Joseph Champlin Stone (July 30, 1829 – December 3, 1902) was a pioneer doctor and one-term Republican U.S. Representative from Iowa's 1st congressional district.

Born in Westport, New York, Stone moved to Iowa Territory in 1844.
He attended the public schools.
In 1854, he graduated from the Saint Louis University School of Medicine, in St. Louis, Missouri, and returned to Iowa (now a state) to practice.

During the Civil War Dr. Stone enlisted as a private in the Union Army and was made adjutant of the 1st Regiment Iowa Volunteer Cavalry. He was promoted to captain and assistant adjutant general of volunteers in 1862, and served until the end of the war.
He resumed the practice of medicine in Burlington, Iowa.

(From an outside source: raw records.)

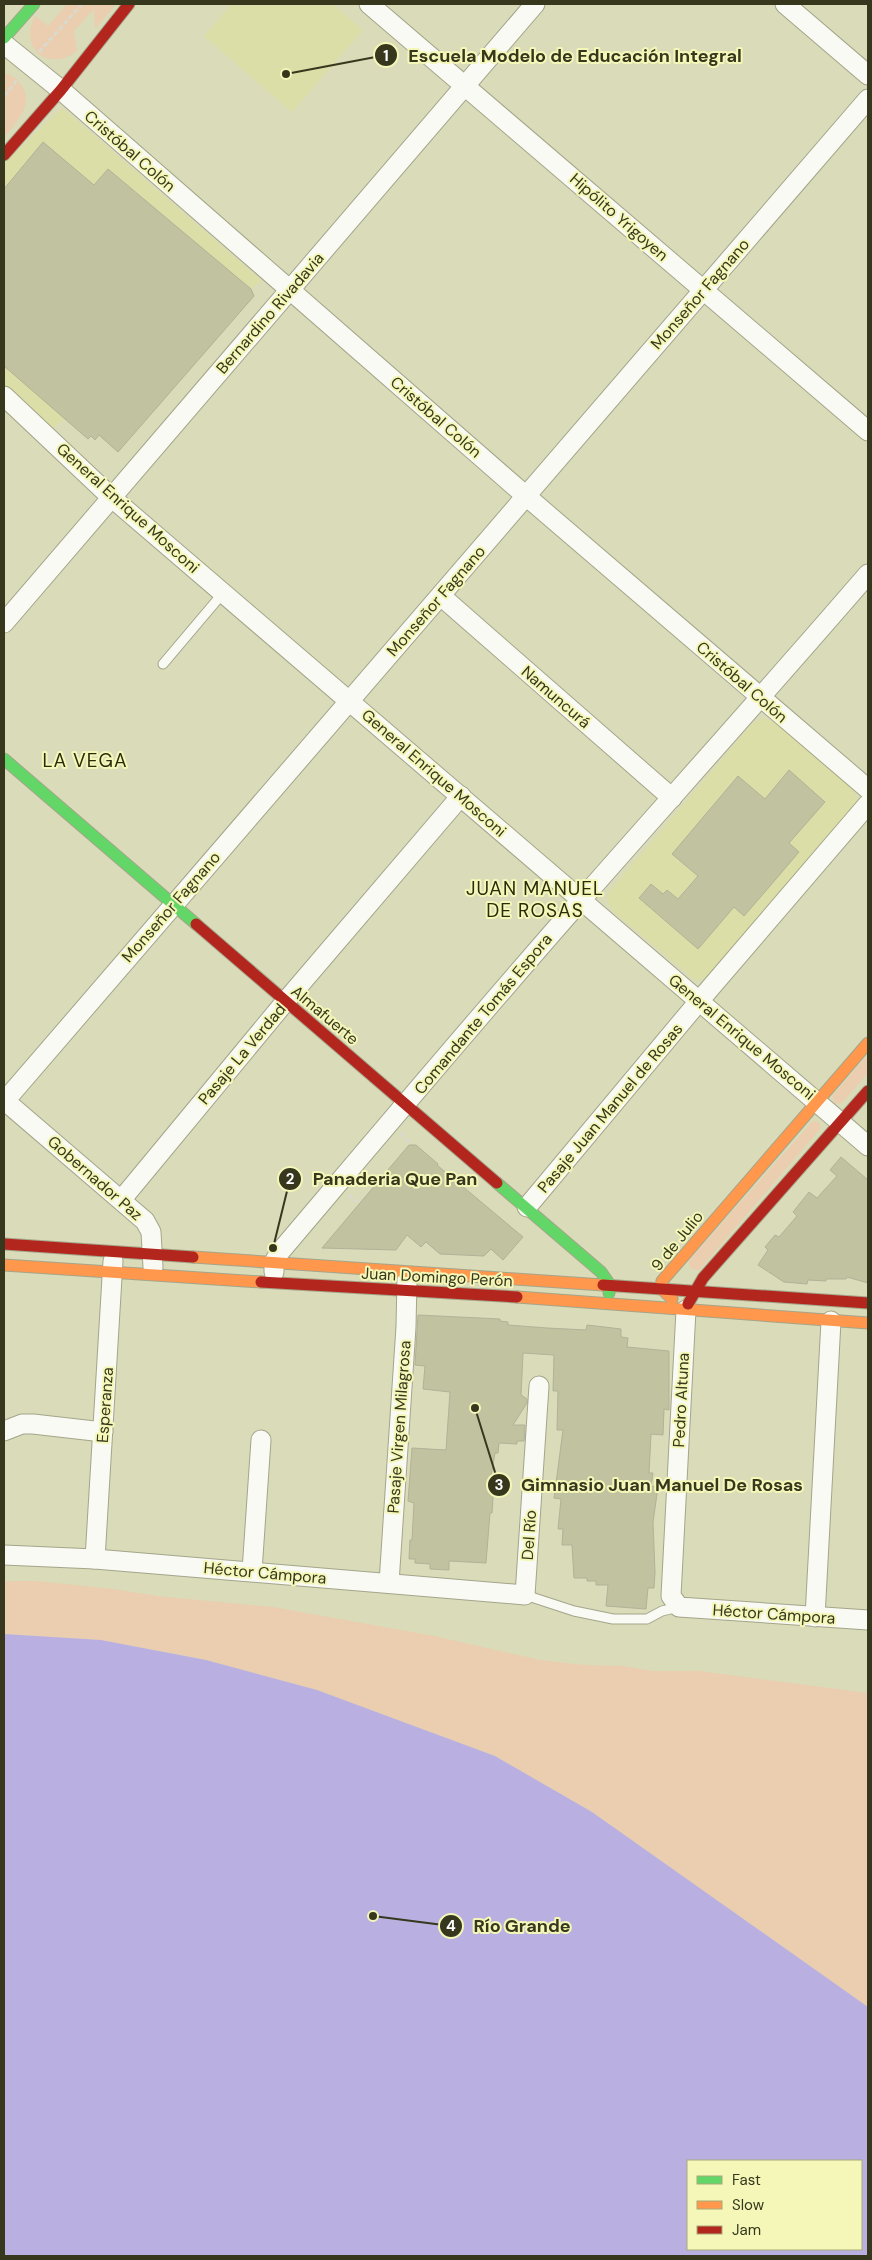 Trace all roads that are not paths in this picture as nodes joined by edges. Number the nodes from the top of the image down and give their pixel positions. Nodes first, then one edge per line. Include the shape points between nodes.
1 (34, 4) edge
2 (129, 4) edge
3 (369, 4) edge
4 (535, 4) edge
5 (785, 4) edge
6 (4, 38) edge
7 (4, 44) edge
8 (868, 75) edge
9 (465, 86) junction
10 (61, 90) junction
11 (868, 99) edge
12 (4, 155) edge
13 (290, 290) junction
14 (704, 290) junction
15 (4, 396) edge
16 (868, 431) edge
17 (526, 496) junction
18 (111, 497) junction
19 (868, 574) edge
20 (223, 593) junction
21 (441, 596) junction
22 (4, 623) edge
23 (163, 664) dead end
24 (761, 698) junction
25 (350, 701) junction
26 (4, 759) edge
27 (868, 789) edge
28 (461, 796) junction
29 (672, 798) junction
30 (868, 804) edge
31 (580, 900) junction
32 (174, 904) junction
33 (700, 1000) junction
34 (285, 1002) junction
35 (868, 1043) edge
36 (868, 1091) edge
37 (4, 1101) edge
38 (818, 1102) junction
39 (406, 1105) junction
40 (842, 1122) junction
41 (868, 1146) edge
42 (122, 1200) junction
43 (527, 1207) junction
44 (4, 1244) edge
45 (113, 1251) junction
46 (153, 1254) junction
47 (274, 1262) junction
48 (4, 1265) edge
49 (407, 1270) junction
50 (113, 1272) junction
51 (153, 1275) junction
52 (274, 1283) junction
53 (610, 1285) junction
54 (661, 1288) junction
55 (695, 1291) junction
56 (406, 1292) junction
57 (609, 1303) junction
58 (868, 1303) edge
59 (686, 1310) junction
60 (831, 1321) junction
61 (868, 1323) edge
62 (538, 1386) dead end
63 (4, 1431) edge
64 (103, 1432) junction
65 (261, 1440) dead end
66 (4, 1555) edge
67 (95, 1559) junction
68 (252, 1571) junction
69 (389, 1584) junction
70 (525, 1595) junction
71 (679, 1607) junction
72 (815, 1616) junction
73 (868, 1620) edge

1 - 6 main road
2 - 10 main road
3 - 9 street, Hipólito Yrigoyen
4 - 9 street, Bernardino Rivadavia
5 - 8 street
7 - 10 street, Cristóbal Colón
9 - 13 street, Bernardino Rivadavia
9 - 14 street, Hipólito Yrigoyen
10 - 12 main road
10 - 13 street, Cristóbal Colón
11 - 14 street, Monseñor Fagnano
13 - 17 street, Cristóbal Colón
13 - 18 street, Bernardino Rivadavia
14 - 16 street, Hipólito Yrigoyen
14 - 17 street, Monseñor Fagnano
15 - 18 street, General Enrique Mosconi
17 - 21 street, Monseñor Fagnano
17 - 24 street, Cristóbal Colón
18 - 20 street, General Enrique Mosconi
18 - 22 street, Bernardino Rivadavia
19 - 24 street, Comandante Tomás Espora
20 - 23 lane
20 - 25 street, General Enrique Mosconi
21 - 25 street, Monseñor Fagnano
21 - 29 street, Namuncurá
24 - 27 street, Cristóbal Colón
24 - 29 street, Comandante Tomás Espora
25 - 28 street, General Enrique Mosconi
25 - 32 street, Monseñor Fagnano
26 - 32 main road, Almafuerte
28 - 31 street, General Enrique Mosconi
28 - 34 street, Pasaje La Verdad
29 - 31 street, Comandante Tomás Espora
30 - 33 street, Pasaje Juan Manuel de Rosas
31 - 33 street, General Enrique Mosconi
31 - 39 street, Comandante Tomás Espora
32 - 34 main road, Almafuerte
32 - 37 street, Monseñor Fagnano
33 - 38 street, General Enrique Mosconi
33 - 43 street, Pasaje Juan Manuel de Rosas
34 - 39 main road, Almafuerte
34 - 42 street, Pasaje La Verdad
35 - 38 main road, 9 de Julio
36 - 40 main road
37 - 42 street, Gobernador Paz
38 - 40 street, General Enrique Mosconi
38 - 54 main road, 9 de Julio via 665,1277
39 - 43 main road, Almafuerte
39 - 47 street, Comandante Tomás Espora
40 - 41 street, General Enrique Mosconi
40 - 55 main road
42 - 46 street, Gobernador Paz via 145,1221 151,1232
43 - 53 main road, Almafuerte via 601,1272
44 - 45 main road, Juan Domingo Perón
45 - 46 main road, Juan Domingo Perón
45 - 50 street, Esperanza
46 - 47 main road, Juan Domingo Perón
46 - 51 street, Gobernador Paz
47 - 49 main road, Juan Domingo Perón
47 - 52 street
48 - 50 main road, Juan Domingo Perón
49 - 53 main road, Juan Domingo Perón
49 - 56 street, Pasaje Virgen Milagrosa
50 - 51 main road, Juan Domingo Perón
50 - 64 street, Esperanza
51 - 52 main road, Juan Domingo Perón
52 - 56 main road, Juan Domingo Perón
53 - 54 main road, Juan Domingo Perón
53 - 57 main road
54 - 55 main road, Juan Domingo Perón
54 - 59 main road, 9 de Julio
55 - 58 main road, Juan Domingo Perón
55 - 59 main road
56 - 57 main road, Juan Domingo Perón
56 - 69 street, Pasaje Virgen Milagrosa
57 - 59 main road, Juan Domingo Perón
59 - 60 main road, Juan Domingo Perón
59 - 71 street, Pedro Altuna via 671,1596
60 - 61 main road, Juan Domingo Perón
60 - 72 street
62 - 70 street, Del Río
63 - 64 street via 22,1424 33,1424
64 - 67 street, Esperanza
65 - 68 street
66 - 67 street, Héctor Cámpora
67 - 68 street, Héctor Cámpora
68 - 69 street, Héctor Cámpora
69 - 70 street, Héctor Cámpora
70 - 71 lane via 574,1611 613,1619 648,1619
71 - 72 street, Héctor Cámpora
72 - 73 street, Héctor Cámpora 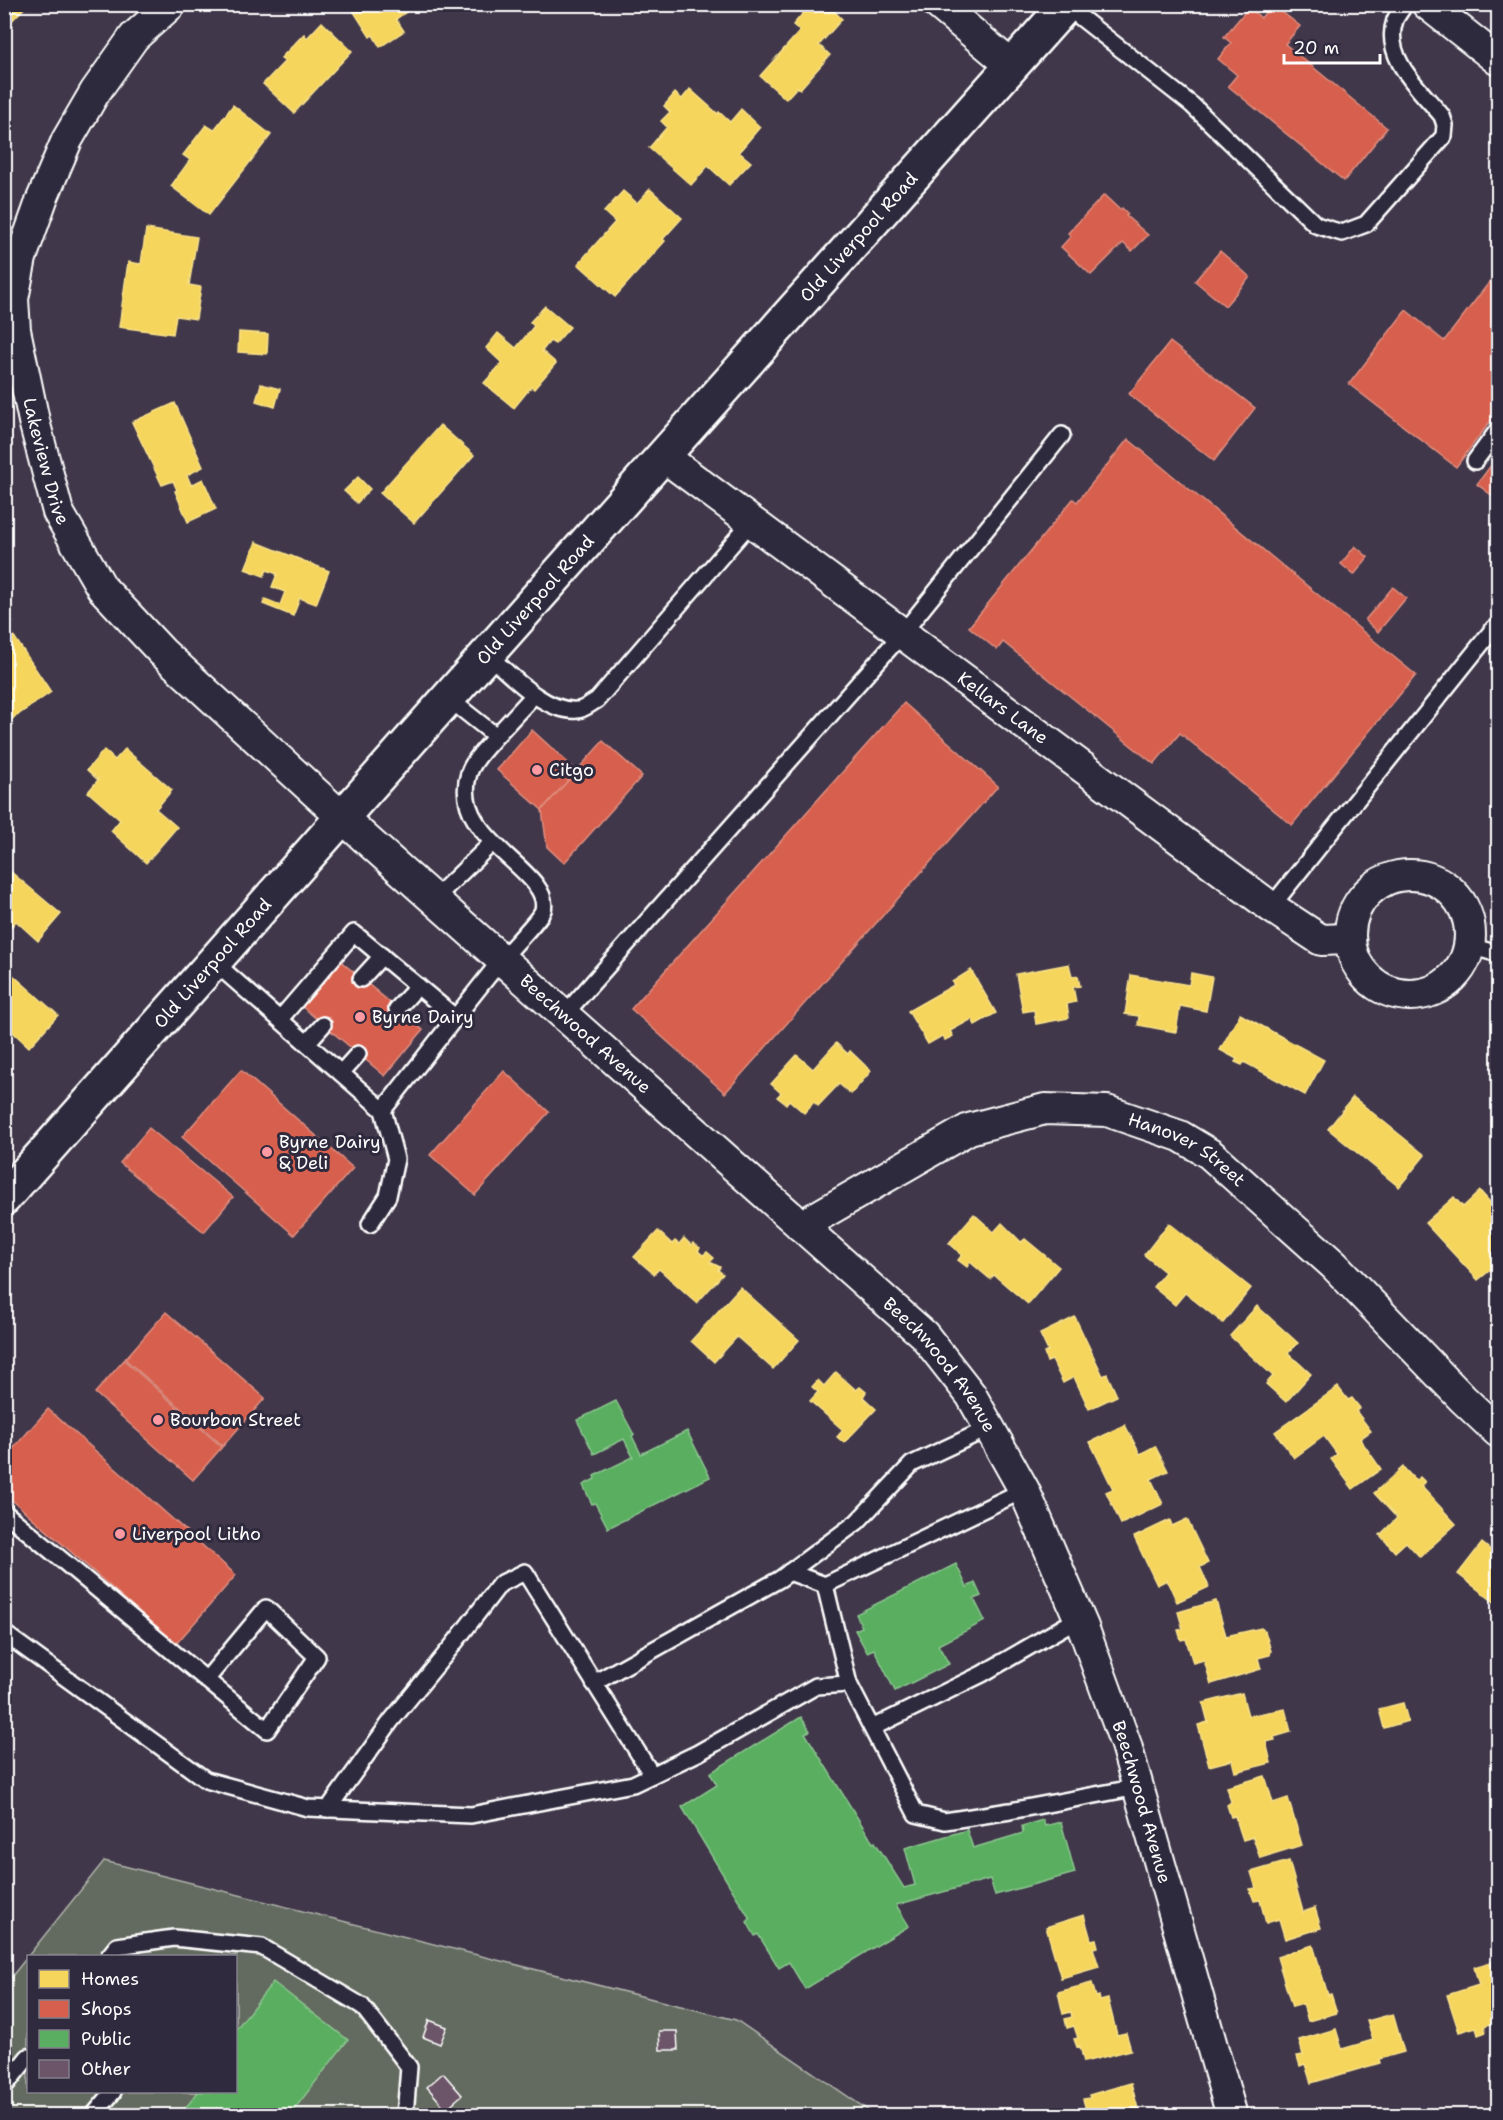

In 1876, Stone was elected as a Republican to represent Iowa's 1st congressional district in the U.S. House. He served in the Forty-fifth Congress  from March 4, 1877 to March 3, 1879. He was a candidate for the Republican nomination in 1878, but finished behind Moses A. McCoid, who succeeded Stone after winning the general election. 
Returning to Iowa, he again engaged in the practice of his profession.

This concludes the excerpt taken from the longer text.